§ **Your assignment**
Whenever a line below includes the string "Gray", show it.

Dataset entries

* * *

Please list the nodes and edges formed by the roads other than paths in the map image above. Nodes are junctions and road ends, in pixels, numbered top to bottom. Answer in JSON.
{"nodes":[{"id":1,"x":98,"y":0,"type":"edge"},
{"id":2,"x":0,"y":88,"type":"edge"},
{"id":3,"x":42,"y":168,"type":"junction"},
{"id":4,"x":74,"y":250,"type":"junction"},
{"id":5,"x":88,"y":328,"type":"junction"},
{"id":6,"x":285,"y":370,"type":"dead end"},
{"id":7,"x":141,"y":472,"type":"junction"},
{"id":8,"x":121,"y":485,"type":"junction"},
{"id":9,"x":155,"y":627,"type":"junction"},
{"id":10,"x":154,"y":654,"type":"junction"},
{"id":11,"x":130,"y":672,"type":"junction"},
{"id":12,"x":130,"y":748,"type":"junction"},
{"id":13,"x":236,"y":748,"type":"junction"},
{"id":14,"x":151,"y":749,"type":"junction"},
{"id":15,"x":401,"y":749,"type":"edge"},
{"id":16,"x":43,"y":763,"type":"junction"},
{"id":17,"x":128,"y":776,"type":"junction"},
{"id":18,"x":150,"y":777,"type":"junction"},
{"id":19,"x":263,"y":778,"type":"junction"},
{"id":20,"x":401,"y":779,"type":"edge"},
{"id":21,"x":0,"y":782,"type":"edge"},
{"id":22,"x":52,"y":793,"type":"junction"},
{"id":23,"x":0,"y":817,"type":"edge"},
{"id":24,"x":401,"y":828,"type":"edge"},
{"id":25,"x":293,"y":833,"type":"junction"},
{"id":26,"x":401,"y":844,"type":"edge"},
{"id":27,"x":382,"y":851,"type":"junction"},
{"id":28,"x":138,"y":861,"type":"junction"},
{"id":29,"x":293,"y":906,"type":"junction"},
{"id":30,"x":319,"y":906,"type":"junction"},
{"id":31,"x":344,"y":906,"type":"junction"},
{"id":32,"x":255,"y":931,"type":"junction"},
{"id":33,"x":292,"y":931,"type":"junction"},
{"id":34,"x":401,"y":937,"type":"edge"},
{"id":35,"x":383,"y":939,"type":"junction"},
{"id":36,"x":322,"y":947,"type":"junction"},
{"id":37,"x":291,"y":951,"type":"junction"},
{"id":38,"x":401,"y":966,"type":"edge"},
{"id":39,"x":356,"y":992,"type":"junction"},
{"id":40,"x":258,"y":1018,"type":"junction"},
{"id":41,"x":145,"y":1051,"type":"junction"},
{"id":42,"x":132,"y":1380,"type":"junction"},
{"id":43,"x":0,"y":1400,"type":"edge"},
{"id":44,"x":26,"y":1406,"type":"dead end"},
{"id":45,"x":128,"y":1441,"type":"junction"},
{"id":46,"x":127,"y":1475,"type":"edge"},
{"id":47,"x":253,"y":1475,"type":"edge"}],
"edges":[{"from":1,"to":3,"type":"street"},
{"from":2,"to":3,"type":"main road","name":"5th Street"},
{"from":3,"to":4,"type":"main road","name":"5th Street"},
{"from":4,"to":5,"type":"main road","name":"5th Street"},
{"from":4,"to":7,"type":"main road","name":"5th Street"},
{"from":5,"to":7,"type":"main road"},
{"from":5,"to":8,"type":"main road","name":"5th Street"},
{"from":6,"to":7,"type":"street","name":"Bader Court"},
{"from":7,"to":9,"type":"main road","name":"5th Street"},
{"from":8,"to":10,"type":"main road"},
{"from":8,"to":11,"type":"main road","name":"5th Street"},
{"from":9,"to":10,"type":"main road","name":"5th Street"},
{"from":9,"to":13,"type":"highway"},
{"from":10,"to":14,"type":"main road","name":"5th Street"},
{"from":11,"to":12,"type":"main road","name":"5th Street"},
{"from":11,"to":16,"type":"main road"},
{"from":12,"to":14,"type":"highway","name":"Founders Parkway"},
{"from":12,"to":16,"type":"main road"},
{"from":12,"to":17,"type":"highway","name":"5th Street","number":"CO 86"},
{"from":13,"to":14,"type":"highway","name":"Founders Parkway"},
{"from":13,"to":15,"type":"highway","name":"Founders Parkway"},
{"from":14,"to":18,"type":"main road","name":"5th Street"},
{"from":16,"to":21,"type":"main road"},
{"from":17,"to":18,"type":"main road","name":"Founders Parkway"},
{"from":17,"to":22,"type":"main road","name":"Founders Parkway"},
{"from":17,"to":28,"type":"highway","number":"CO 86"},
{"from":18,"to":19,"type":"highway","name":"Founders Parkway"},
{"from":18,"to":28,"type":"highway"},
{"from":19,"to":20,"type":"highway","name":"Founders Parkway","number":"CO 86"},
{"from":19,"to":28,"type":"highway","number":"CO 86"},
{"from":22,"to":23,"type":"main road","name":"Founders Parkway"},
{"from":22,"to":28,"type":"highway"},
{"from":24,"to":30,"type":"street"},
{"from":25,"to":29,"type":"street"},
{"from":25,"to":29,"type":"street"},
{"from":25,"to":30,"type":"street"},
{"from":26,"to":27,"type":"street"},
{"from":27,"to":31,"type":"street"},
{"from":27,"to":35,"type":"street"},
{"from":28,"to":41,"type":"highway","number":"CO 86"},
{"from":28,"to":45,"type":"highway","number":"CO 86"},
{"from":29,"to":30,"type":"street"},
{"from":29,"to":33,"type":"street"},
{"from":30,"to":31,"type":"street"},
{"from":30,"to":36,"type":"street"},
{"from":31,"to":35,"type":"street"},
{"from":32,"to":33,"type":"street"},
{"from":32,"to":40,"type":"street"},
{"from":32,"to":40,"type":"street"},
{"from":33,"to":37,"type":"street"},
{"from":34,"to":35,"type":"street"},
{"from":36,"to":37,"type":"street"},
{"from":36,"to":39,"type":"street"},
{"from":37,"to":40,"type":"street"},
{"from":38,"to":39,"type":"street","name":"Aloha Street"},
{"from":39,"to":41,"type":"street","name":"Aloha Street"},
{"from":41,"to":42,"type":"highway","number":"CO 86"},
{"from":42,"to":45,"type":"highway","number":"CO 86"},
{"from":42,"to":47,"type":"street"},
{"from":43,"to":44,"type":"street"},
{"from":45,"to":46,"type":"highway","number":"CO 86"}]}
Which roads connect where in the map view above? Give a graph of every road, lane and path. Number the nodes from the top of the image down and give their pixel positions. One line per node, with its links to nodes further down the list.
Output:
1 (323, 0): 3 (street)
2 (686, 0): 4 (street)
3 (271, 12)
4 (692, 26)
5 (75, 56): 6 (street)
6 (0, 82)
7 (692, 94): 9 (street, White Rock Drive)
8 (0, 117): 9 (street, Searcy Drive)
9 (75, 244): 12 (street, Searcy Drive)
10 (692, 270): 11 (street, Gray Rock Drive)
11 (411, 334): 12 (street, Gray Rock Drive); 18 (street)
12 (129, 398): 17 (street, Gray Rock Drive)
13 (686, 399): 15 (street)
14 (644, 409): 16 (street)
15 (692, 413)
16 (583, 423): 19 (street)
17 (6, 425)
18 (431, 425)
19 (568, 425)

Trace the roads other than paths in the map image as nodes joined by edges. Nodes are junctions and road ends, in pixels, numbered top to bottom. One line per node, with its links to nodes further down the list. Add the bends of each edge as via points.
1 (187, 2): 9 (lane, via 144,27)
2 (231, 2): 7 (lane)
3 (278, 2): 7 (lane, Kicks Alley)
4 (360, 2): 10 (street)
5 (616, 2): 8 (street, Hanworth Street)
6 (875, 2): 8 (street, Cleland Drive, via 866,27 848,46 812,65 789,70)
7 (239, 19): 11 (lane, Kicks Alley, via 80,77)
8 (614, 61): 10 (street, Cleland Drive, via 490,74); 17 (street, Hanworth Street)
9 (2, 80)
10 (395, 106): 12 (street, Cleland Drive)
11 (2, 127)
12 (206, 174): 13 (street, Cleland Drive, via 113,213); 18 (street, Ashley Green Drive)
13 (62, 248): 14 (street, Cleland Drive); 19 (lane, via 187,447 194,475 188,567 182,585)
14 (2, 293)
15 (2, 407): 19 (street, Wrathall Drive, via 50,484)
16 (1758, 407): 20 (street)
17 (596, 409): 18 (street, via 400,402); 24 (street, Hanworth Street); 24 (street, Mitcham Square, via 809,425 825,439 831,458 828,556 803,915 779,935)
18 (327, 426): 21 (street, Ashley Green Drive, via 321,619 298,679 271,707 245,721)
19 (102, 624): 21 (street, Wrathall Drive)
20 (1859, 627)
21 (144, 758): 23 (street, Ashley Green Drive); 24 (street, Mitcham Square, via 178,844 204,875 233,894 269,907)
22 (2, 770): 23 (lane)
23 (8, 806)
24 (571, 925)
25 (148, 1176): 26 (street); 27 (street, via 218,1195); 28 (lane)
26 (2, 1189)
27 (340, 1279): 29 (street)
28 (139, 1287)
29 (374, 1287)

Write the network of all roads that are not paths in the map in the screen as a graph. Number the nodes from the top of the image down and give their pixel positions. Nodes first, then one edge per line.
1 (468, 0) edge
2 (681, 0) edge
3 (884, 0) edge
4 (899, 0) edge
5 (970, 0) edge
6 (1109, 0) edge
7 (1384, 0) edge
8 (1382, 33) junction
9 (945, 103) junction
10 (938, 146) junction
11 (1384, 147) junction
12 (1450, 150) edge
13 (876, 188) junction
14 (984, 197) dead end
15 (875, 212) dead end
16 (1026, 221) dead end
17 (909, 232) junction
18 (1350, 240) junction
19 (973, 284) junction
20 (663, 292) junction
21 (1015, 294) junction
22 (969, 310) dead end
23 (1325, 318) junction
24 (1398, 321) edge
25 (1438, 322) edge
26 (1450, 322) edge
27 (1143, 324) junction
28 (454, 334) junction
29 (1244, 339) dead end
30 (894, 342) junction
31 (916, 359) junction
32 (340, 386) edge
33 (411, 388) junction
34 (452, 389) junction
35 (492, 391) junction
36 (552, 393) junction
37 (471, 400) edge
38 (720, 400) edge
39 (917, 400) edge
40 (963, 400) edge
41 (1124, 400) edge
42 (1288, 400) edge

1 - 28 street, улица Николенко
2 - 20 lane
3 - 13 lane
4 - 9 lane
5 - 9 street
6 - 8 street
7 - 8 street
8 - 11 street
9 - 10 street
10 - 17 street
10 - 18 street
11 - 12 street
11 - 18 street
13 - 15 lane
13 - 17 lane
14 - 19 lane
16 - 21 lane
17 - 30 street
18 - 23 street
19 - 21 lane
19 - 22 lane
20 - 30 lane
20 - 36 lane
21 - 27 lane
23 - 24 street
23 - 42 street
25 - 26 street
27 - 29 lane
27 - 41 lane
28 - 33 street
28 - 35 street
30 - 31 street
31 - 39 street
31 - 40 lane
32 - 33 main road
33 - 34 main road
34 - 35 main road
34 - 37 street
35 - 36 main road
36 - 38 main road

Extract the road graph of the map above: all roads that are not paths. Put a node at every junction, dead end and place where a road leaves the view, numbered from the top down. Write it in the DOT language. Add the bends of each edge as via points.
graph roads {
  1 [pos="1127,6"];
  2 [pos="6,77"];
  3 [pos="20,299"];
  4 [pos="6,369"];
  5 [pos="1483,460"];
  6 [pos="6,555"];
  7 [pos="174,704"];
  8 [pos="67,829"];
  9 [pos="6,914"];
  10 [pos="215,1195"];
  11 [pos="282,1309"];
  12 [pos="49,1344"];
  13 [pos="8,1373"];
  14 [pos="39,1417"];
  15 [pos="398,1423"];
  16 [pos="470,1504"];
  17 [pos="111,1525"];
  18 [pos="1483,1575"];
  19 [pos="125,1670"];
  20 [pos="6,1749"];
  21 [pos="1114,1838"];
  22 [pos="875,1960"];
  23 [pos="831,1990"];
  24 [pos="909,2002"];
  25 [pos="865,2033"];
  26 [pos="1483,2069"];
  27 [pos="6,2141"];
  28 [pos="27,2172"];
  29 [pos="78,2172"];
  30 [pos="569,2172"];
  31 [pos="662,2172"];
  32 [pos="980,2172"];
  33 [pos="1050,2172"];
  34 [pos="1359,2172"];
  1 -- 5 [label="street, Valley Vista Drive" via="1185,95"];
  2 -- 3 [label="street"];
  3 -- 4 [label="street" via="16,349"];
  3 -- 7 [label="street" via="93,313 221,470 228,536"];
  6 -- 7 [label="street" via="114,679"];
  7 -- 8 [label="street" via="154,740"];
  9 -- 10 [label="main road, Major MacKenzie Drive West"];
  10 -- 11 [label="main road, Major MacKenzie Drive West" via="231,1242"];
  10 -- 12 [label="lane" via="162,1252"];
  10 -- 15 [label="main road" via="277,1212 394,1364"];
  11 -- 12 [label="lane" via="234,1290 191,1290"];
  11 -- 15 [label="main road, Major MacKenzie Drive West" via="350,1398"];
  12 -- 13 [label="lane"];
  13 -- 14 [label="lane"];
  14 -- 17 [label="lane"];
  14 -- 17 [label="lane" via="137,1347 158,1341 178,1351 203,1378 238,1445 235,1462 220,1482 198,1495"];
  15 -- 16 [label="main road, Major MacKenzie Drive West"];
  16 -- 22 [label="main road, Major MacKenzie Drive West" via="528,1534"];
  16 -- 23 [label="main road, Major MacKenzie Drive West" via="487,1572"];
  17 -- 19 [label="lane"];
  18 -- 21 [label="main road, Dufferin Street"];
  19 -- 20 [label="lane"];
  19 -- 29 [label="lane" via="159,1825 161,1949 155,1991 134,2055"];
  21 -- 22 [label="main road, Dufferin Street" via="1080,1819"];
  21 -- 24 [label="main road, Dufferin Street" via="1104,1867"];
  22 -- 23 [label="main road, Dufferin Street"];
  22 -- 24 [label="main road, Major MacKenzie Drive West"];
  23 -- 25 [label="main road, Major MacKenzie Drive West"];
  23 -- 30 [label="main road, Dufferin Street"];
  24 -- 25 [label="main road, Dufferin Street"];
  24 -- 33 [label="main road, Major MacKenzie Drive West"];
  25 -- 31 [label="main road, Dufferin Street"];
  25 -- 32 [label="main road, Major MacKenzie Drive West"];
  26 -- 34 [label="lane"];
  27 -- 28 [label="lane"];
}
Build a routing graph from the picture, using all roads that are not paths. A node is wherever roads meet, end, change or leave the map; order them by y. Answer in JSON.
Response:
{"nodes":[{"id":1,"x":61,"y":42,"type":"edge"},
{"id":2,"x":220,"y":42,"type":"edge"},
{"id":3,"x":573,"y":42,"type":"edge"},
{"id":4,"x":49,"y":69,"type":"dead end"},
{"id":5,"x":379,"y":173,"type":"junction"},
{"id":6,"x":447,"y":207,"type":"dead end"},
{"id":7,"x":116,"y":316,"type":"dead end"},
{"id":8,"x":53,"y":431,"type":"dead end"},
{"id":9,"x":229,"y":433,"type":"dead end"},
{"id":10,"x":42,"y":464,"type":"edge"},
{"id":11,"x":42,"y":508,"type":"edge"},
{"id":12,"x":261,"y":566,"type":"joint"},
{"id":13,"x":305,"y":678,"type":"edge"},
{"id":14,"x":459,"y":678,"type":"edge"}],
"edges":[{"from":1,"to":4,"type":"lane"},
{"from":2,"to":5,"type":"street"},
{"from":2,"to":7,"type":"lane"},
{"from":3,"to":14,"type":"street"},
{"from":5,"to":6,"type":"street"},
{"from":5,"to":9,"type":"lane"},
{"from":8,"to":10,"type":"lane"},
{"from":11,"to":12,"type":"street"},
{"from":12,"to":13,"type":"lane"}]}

* * *

§ **Solution**
10 (692, 270): 11 (street, Gray Rock Drive)
11 (411, 334): 12 (street, Gray Rock Drive); 18 (street)
12 (129, 398): 17 (street, Gray Rock Drive)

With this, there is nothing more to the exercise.